The Brentwood School and a Los Angeles city park can remain on prime West Los Angeles land deeded for veterans’ care under an interim agreement announced Wednesday by federal officials.
The fate of a controversial dog park at the site remains up in the air, however, and the private school’s offer of “in-kind” services, including veteran access to its sports facilities, has yet to be fully fleshed out.
“The vast majority of veterans have supported these changes,” said Vince Kane, special assistant to Veterans Affairs Secretary Robert A. McDonald.
But advocates said veterans were excluded from the negotiations.
“Because the veterans weren’t involved, there is no guarantee any veterans want to use the services they are planning, ”’ U.S. Navy veteran Seth Smith said.
“The provisions of in-kind resources are by no means final,” said Dan Garcia, chief executive of a veterans advocacy group. “Is it enough? We’re looking at it very hard, and we’ll see.”
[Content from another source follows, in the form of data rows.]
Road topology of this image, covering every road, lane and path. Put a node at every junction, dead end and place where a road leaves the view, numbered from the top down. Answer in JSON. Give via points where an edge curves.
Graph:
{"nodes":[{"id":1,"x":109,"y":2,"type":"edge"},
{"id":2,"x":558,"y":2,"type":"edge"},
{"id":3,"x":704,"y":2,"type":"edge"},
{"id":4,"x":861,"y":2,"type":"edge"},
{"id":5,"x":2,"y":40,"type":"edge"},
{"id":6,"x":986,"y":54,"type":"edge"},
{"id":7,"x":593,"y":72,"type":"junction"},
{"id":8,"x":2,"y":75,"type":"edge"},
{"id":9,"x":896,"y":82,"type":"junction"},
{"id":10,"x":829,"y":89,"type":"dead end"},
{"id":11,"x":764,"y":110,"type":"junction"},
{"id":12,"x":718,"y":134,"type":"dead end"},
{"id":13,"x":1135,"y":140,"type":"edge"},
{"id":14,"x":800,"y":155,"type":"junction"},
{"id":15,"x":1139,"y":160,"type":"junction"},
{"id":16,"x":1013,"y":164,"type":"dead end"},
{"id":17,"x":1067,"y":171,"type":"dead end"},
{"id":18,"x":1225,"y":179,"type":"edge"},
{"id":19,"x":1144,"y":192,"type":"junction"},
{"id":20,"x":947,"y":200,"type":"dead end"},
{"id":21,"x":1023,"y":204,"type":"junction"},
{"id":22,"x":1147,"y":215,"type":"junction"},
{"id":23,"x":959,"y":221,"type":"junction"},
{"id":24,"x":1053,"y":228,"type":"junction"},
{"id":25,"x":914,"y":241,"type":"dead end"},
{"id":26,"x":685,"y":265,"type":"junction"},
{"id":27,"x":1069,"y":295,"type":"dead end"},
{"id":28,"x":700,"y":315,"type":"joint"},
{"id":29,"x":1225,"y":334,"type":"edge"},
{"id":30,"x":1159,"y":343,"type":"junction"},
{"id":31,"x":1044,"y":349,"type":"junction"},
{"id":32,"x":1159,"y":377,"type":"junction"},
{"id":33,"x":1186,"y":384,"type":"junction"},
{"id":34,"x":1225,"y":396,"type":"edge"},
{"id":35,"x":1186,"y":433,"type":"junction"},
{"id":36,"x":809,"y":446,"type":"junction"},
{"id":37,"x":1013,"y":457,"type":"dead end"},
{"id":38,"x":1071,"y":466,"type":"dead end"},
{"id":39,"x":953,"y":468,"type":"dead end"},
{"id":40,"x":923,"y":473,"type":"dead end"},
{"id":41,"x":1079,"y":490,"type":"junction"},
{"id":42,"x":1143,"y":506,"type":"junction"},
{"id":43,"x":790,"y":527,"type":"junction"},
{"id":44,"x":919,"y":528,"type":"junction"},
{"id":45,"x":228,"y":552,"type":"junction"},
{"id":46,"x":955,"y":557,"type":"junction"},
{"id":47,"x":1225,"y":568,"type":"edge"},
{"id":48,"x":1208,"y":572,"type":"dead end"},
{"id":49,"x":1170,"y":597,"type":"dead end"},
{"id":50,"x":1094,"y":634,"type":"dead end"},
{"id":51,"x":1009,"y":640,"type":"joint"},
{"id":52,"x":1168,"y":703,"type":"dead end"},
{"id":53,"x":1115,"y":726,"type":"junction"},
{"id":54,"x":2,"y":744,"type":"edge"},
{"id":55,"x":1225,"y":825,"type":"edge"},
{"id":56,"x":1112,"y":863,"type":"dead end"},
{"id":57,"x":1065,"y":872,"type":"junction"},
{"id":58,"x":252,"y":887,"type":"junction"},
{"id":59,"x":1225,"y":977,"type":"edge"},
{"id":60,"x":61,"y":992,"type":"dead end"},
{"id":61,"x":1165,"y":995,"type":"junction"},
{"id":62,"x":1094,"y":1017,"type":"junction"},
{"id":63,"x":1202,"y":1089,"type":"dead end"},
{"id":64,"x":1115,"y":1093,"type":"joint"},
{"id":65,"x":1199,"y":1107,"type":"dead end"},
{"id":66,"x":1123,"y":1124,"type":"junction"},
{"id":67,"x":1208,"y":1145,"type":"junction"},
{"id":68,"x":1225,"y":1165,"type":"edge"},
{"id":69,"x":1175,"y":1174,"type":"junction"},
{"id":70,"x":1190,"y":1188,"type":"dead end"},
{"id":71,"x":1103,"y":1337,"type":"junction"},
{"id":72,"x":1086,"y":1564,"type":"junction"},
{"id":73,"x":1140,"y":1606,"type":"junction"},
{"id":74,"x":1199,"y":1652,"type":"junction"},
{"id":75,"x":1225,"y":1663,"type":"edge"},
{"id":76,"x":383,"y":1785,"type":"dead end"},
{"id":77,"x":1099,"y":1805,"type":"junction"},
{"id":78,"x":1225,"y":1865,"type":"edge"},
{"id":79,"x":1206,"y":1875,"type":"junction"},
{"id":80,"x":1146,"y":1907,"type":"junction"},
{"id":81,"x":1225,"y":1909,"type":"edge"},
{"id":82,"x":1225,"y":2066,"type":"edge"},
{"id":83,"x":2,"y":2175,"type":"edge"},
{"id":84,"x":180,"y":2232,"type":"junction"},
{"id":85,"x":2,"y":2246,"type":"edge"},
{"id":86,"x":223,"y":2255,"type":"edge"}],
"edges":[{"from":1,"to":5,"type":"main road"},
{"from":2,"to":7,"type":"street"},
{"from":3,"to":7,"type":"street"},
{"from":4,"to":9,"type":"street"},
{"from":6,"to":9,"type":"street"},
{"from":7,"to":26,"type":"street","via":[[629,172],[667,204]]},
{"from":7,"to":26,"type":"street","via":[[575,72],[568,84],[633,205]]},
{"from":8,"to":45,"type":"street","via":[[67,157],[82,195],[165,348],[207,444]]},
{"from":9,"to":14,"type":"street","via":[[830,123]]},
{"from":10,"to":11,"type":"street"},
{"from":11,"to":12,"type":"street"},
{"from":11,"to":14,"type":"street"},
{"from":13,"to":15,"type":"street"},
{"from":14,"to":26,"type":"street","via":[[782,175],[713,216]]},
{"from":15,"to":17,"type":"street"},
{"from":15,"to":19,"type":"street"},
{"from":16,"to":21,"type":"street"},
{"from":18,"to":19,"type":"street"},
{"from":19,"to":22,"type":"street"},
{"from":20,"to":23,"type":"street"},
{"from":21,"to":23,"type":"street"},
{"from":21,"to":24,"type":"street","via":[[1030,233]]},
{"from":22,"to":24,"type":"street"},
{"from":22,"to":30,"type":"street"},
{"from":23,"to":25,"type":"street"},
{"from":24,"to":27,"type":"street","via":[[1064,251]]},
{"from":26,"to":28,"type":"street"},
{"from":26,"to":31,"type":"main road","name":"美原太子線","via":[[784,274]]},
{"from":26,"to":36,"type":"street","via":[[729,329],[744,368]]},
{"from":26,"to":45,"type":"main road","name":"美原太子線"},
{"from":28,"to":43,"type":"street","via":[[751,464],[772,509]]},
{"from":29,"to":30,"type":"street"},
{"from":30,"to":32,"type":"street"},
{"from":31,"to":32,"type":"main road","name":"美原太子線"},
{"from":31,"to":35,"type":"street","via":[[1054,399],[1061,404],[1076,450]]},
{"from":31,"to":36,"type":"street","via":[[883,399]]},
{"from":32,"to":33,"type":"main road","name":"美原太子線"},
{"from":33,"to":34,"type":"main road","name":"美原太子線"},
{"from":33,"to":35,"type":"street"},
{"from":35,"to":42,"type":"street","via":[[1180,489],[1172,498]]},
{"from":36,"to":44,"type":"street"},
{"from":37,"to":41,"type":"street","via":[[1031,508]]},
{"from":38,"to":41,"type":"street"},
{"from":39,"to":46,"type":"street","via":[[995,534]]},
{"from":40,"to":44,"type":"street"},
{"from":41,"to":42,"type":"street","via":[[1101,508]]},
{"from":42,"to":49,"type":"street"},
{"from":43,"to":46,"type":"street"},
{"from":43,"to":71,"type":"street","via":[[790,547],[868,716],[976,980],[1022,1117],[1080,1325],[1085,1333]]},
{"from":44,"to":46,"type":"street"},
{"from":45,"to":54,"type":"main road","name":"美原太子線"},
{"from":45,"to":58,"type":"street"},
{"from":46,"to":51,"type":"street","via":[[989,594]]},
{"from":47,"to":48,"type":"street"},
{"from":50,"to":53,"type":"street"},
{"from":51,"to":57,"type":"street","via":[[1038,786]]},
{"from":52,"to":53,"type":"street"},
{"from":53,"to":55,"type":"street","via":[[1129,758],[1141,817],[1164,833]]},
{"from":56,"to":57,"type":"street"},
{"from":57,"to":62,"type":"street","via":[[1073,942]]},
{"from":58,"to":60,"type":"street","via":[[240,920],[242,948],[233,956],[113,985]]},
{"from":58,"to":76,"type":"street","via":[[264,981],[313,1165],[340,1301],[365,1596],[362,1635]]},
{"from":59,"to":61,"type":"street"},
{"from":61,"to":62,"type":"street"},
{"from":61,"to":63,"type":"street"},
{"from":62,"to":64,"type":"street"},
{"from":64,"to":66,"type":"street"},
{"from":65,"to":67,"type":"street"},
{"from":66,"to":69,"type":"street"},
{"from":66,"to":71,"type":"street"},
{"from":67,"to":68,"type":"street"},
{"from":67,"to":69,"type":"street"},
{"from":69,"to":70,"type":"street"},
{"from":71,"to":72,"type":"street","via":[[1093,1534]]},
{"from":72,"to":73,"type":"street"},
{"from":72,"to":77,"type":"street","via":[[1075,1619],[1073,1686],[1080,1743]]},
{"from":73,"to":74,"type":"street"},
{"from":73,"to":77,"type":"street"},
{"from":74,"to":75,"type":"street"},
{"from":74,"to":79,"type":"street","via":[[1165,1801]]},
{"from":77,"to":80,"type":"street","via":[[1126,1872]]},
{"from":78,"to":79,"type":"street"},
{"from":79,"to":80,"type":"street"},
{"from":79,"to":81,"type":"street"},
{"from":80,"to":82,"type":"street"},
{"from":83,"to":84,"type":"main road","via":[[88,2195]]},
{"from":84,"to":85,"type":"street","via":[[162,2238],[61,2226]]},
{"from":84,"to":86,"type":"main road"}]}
The lease negotiations have been a sticking point in the VA’s plans to develop its long-neglected 387-acre campus, the largest open parcel on the Westside, to house homeless, disabled and female veterans. The plan, reached as part of a settlement of litigation over substandard care of homeless veterans, is contingent on Congress approving a bill to restore leasing authority to campus officials.
Under the deals announced Wednesday, the Brentwood School will make annual lease payments of $850,000 — double its previous rate — to keep its 22-acre athletic complex on the VA property. The in-kind services, also valued at $850,000, will include scholarships and educational and vocational courses for veterans, although the details are still being worked out.
The city has operated the 12-acre Barrington Park on VA property in Brentwood rent-free since 1991; the dog park was added in 2002. The city now has pledged to spend $200,000 on parks jobs for veterans, to rename the park Veterans Barrington Park and to build a veterans memorial at the site.
The city also promised to work to move the dog park off the land, but the VA did not set a deadline, said Kane, adding that “it may not be going away.”
If an alternate site is not found, veterans will share the park with the community, he added. The VA is also considering teaching veterans to train service animals or run a kennel at the site.
The park parking lot will be operated by veterans. The VA has not reached an agreement with the operator of a separate parking lot in Brentwood Village used by customers and employees, Kane said.
Kane and Ann Brown, director of the VA Greater Los Angeles Healthcare System, said the deals are part of overall improvements at the campus, which serves the largest number of veterans in the country. Los Angeles County has long been the homeless veteran capital of the country, with 3,071 counted last January.
Through an aggressive rent voucher program, the VA has housed 4,000 veterans over the last year, Kane said. The campus master plan calls for construction of 1,200 housing units.